Information given »
· · ·
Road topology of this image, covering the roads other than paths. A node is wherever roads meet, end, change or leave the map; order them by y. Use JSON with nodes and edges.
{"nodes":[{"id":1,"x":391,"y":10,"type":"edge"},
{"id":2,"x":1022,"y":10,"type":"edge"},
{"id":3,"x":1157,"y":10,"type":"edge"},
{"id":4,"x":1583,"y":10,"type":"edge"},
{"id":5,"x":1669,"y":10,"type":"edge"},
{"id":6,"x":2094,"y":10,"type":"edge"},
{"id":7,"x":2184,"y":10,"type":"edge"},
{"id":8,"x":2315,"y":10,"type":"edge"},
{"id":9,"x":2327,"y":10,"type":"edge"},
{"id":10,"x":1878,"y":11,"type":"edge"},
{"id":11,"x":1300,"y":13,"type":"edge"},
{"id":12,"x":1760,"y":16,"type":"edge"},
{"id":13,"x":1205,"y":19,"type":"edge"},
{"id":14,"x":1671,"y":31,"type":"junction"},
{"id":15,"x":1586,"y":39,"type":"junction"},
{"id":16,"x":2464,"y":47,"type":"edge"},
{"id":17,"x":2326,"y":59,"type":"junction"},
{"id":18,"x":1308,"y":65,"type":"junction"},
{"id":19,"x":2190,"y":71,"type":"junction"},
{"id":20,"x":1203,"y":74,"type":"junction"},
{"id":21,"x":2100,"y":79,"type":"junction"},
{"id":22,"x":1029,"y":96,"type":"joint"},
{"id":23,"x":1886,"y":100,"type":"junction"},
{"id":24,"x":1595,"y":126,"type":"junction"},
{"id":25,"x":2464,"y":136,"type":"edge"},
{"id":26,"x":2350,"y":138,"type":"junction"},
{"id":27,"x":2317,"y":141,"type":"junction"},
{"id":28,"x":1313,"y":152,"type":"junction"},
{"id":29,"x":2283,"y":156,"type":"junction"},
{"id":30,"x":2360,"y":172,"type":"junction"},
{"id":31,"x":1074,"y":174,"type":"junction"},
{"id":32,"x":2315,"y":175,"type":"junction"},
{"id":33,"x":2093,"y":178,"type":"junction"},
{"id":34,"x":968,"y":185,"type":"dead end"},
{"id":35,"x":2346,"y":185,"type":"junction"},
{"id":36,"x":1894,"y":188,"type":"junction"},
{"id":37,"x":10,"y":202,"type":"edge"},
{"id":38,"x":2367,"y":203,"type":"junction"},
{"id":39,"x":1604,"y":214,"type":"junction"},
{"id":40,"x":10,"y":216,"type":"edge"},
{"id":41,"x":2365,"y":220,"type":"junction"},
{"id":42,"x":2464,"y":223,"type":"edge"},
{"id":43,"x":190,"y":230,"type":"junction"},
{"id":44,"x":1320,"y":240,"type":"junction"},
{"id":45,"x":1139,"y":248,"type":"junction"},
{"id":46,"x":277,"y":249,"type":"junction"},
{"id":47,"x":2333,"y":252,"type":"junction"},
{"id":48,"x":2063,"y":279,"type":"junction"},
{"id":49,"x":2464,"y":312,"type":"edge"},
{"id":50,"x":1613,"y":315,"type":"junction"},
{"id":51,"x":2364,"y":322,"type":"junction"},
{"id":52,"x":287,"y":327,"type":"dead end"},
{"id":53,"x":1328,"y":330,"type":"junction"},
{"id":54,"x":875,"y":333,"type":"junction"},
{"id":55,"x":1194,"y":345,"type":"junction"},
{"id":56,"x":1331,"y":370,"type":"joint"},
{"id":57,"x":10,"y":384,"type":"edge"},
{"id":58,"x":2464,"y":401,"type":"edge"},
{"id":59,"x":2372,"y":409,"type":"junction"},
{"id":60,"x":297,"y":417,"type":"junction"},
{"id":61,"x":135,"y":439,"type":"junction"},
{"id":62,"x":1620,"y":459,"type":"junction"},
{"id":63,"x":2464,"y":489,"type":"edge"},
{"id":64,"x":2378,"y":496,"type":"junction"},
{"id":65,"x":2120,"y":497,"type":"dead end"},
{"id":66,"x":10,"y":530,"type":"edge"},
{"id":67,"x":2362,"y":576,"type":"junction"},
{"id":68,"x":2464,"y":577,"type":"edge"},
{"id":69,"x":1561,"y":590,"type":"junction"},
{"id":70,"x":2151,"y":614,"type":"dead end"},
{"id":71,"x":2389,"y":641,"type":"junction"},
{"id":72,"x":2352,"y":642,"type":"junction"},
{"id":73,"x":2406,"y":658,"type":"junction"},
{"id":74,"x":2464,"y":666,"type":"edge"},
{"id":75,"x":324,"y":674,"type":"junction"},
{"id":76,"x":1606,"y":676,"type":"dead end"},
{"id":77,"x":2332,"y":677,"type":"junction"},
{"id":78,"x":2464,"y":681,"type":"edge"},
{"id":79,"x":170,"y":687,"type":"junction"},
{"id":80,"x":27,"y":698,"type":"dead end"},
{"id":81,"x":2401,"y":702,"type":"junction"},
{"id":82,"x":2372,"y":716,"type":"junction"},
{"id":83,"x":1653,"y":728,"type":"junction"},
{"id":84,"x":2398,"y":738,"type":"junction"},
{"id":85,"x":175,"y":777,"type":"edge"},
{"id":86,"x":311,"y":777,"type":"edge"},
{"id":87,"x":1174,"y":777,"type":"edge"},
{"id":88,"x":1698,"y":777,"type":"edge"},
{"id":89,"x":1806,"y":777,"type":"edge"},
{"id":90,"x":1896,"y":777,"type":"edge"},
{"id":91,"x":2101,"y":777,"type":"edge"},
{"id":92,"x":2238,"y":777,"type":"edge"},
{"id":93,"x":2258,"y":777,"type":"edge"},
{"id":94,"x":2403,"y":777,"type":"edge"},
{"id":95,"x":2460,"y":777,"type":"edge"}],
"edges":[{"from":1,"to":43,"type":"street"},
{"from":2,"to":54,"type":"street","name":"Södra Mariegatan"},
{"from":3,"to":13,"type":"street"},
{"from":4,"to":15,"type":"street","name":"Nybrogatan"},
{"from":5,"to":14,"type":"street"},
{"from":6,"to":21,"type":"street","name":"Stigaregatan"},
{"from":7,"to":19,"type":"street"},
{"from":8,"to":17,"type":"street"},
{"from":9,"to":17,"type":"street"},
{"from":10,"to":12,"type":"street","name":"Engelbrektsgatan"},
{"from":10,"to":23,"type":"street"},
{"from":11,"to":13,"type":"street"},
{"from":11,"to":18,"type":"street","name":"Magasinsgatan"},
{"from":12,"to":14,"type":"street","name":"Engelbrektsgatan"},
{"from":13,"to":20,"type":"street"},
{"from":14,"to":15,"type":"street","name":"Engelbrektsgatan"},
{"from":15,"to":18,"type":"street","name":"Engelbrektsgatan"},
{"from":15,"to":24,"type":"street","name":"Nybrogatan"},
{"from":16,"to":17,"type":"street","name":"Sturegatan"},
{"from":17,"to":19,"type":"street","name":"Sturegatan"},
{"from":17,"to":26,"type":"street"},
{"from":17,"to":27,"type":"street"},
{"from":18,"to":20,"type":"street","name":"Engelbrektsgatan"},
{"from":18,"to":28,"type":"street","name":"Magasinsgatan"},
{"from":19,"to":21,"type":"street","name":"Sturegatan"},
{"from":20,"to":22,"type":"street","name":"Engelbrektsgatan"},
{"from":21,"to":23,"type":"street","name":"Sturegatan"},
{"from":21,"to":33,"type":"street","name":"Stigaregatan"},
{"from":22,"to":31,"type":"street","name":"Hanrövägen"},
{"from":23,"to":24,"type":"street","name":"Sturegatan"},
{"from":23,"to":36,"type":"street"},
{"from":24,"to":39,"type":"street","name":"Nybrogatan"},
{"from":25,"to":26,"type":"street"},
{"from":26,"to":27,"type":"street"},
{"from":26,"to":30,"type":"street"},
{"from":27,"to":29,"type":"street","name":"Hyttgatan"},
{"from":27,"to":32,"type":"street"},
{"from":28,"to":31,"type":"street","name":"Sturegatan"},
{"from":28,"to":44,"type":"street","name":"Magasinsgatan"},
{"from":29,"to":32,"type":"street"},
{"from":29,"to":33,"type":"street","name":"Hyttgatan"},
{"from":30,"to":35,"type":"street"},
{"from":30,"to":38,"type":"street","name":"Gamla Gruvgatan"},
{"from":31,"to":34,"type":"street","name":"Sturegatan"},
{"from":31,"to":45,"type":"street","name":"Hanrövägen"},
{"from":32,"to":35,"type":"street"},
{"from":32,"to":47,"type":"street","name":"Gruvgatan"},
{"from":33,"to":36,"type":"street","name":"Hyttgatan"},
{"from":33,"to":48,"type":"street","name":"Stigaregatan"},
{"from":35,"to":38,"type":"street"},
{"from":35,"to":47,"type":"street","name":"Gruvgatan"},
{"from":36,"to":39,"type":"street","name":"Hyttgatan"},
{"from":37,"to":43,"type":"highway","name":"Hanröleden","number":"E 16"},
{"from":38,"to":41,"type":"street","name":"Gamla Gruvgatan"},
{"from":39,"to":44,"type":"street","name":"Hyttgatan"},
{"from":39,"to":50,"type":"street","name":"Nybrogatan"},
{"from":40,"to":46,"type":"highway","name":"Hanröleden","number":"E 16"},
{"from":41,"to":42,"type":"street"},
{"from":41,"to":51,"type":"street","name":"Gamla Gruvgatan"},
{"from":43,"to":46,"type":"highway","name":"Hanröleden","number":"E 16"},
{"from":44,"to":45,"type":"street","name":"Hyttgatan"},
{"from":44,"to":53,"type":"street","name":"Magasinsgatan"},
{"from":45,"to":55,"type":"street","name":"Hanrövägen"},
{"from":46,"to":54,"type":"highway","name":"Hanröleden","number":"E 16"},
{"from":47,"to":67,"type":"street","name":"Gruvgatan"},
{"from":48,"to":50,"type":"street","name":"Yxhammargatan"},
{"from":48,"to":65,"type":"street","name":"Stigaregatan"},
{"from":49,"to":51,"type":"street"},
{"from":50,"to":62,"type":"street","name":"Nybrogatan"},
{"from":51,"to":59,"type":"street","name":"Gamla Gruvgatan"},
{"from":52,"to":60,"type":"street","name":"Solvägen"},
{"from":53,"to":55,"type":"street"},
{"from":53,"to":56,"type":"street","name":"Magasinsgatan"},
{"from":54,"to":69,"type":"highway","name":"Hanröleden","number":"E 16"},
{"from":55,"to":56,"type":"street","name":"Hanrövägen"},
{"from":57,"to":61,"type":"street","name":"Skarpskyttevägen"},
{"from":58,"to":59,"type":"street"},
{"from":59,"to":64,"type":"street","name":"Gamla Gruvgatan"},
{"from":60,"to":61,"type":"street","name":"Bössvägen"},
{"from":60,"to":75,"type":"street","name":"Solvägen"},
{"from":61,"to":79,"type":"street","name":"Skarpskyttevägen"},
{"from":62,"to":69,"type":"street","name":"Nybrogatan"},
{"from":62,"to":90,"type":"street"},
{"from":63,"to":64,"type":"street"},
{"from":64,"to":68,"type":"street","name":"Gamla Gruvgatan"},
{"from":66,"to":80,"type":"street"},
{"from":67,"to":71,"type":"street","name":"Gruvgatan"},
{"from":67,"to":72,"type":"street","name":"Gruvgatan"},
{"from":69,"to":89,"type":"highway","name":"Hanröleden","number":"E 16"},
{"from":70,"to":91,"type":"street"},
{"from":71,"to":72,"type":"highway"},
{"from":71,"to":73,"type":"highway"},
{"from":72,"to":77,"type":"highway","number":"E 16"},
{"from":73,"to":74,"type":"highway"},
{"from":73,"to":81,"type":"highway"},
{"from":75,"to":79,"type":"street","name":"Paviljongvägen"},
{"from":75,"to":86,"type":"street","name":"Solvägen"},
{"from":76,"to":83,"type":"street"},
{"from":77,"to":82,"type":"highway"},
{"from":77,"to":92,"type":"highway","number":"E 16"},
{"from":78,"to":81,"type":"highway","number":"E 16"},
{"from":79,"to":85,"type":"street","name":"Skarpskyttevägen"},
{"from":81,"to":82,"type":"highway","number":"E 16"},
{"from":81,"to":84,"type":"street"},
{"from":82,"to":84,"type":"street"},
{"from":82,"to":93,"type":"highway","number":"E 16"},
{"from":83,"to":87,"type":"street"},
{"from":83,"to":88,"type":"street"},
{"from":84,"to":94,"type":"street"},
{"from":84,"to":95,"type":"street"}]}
· · ·
Out of the material above, gather each line where "dead" appears.

{"id":34,"x":968,"y":185,"type":"dead end"},
{"id":52,"x":287,"y":327,"type":"dead end"},
{"id":65,"x":2120,"y":497,"type":"dead end"},
{"id":70,"x":2151,"y":614,"type":"dead end"},
{"id":76,"x":1606,"y":676,"type":"dead end"},
{"id":80,"x":27,"y":698,"type":"dead end"},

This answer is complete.